I’ll get it out of the way up-front – I really, really disliked the premiere of Yuri Kuma Arashi.  In fact, as far as I’m concerned it was a trainwreck.  I’ll admit that I’m not a big fan of the hugely idiosyncratic Ikuhara Kunihiko – though I certainly don’t deny his talent.  The problem for me is that talent has rarely translated into anime that I find really compelling, and even when it does – as it did with Mawaru Penguin Drum, a show that made my year-end Top 10 list – it annoys the hell out of me almost as much as it entrances me.

A lot of people are comparing this show to Binan, but to me they’re as different as can be.  Binan is a series that takes itself extremely lightly, while no one can match Ikuhara when it comes to being self-serious about silliness.  Everything he directs (and generally also writes, when he does direct) is a kind of creative masturbation.  This is a man who’s clearly convinced of his own genius, and only too anxious to let us know how he feels.  Pretentiousness and absurdity is generally not a good combination (MPD was a very rare exception) – and here I found it distinctly unpleasant.

Because Ikuhara is who he is, there’s no compulsion on his part to justify anything he does on-screen.  If he wants to tell a self-indulgent story about madly yuri high-schoolers (no goggles needed here, Kids) and meteor-zapped bears who feast on hyper-kawaii girls while lusting after them, he will.  Folks will defend all this nonsense as allegory and symbolism – and in MPD Ikuhara certainly showed he can still pull that off – but in YKA, it just comes off as arrogance.  There’s no sense of an actual story being set up here as there was in Penguindrum, no feeling that all of this has a purpose apart from Ikuhara scratching his own itches.  And the acting is pitched to the material – gratingly precious and self-important.  In short, for me at least this just doesn’t remotely work.

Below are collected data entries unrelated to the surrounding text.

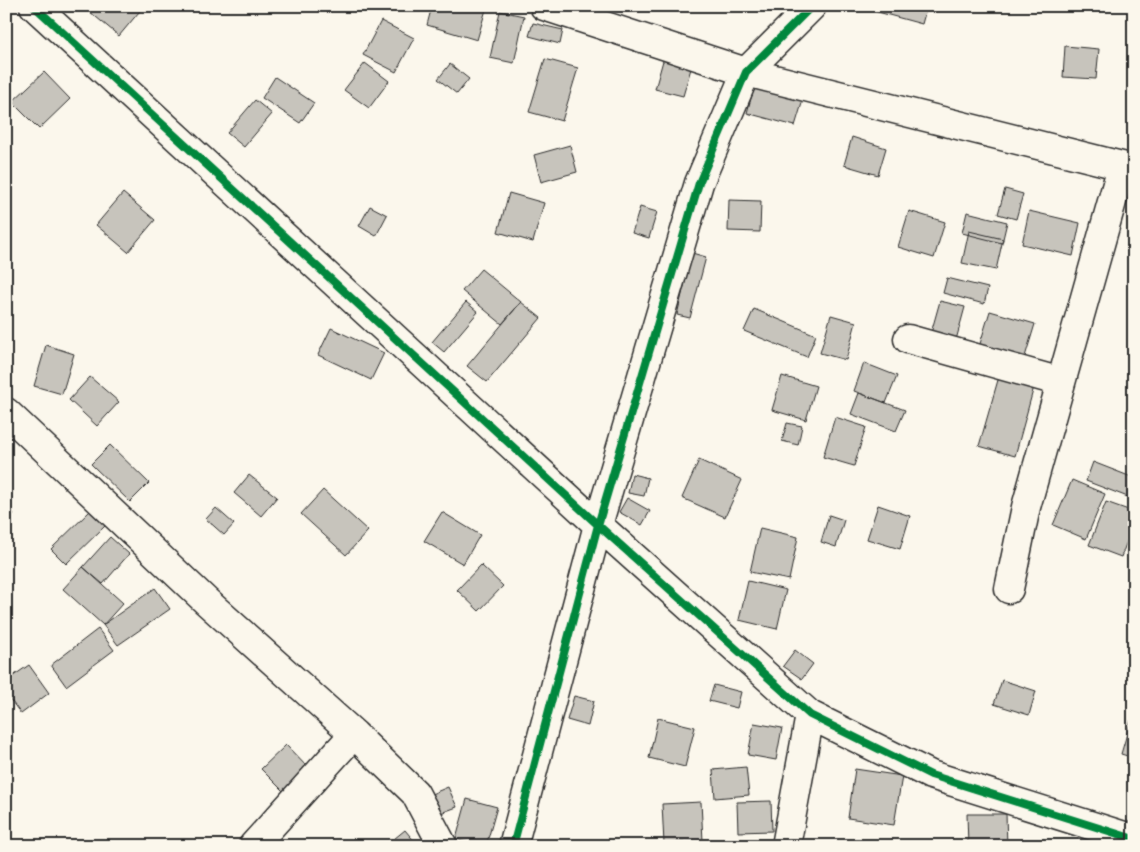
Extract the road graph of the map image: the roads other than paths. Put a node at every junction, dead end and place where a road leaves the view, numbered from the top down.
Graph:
1 (34, 6) edge
2 (544, 6) edge
3 (812, 6) edge
4 (746, 72) junction
5 (1128, 167) edge
6 (908, 339) dead end
7 (1061, 382) junction
8 (6, 412) edge
9 (598, 525) junction
10 (1008, 589) dead end
11 (810, 714) junction
12 (354, 734) junction
13 (1134, 839) edge
14 (253, 846) edge
15 (443, 846) edge
16 (513, 846) edge
17 (786, 846) edge

1 - 9 street
2 - 4 street
3 - 4 street
4 - 5 street
4 - 9 street
5 - 7 street
6 - 7 street
7 - 10 street
8 - 12 street
9 - 11 street
9 - 16 street
11 - 13 street
11 - 17 street
12 - 14 street
12 - 15 street

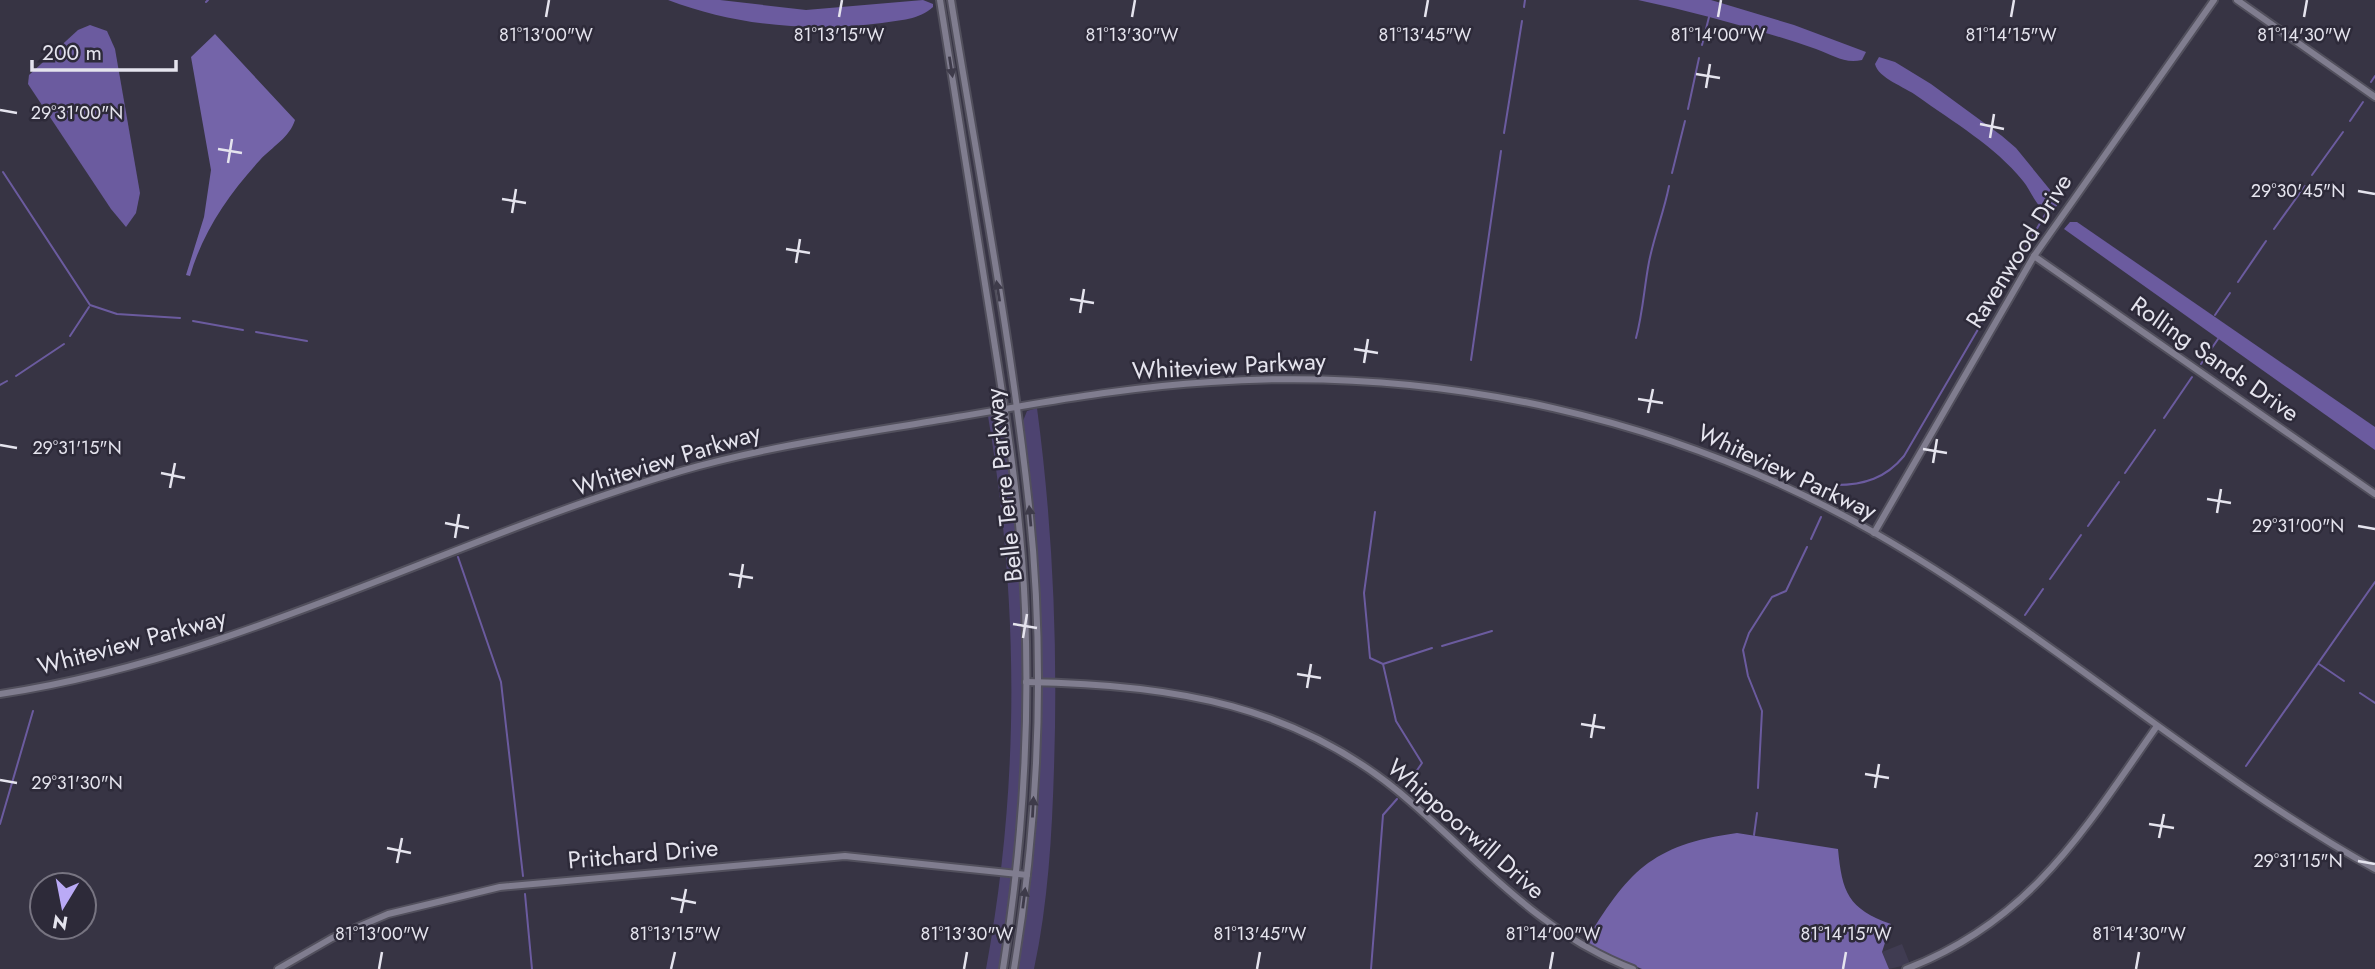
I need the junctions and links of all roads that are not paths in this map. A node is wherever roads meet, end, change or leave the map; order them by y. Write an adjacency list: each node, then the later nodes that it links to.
1 (940, 0): 8 (street, Belle Terre Parkway, one-way to 8)
2 (951, 0): 7 (street, Belle Terre Parkway, one-way to 2)
3 (2214, 0): 6 (street, Ravenwood Drive)
4 (2237, 0): 5 (street)
5 (2375, 97)
6 (2034, 256): 9 (street, Rolling Sands Drive); 10 (street, Ravenwood Drive)
7 (1016, 408): 8 (street, Whiteview Parkway); 10 (street, Whiteview Parkway); 12 (street, Belle Terre Parkway, one-way to 7)
8 (1006, 409): 11 (street, Belle Terre Parkway); 13 (street, Whiteview Parkway)
9 (2375, 495)
10 (1874, 533): 14 (street, Whiteview Parkway)
11 (1026, 682): 12 (street, Whippoorwill Drive); 16 (street, Belle Terre Parkway)
12 (1038, 682): 17 (street, Belle Terre Parkway, one-way to 12); 21 (street, Whippoorwill Drive)
13 (0, 694)
14 (2157, 726): 15 (street, Whiteview Parkway); 22 (street)
15 (2375, 869)
16 (1016, 873): 17 (street, Pritchard Drive); 18 (street, Pritchard Drive); 19 (street, Belle Terre Parkway)
17 (1027, 875): 20 (street, Belle Terre Parkway, one-way to 17)
18 (278, 969)
19 (1003, 969)
20 (1014, 969)
21 (1633, 969)
22 (1906, 969)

Ikuhara is sufficiently weird and capable of sufficient levels of genius that it’s only prudent to give Yuri Kuma Arashi a little more time to see if it comes together.  And the show certainly isn’t a bore visually – it’s overflowing with his signature brand of shoujo fabulousness and brightly-colored surrealism.  But my sense after the first episode was that this is mostly a colossal mistake, and Ikuhara’s track record suggests he’s capable of some whoppers.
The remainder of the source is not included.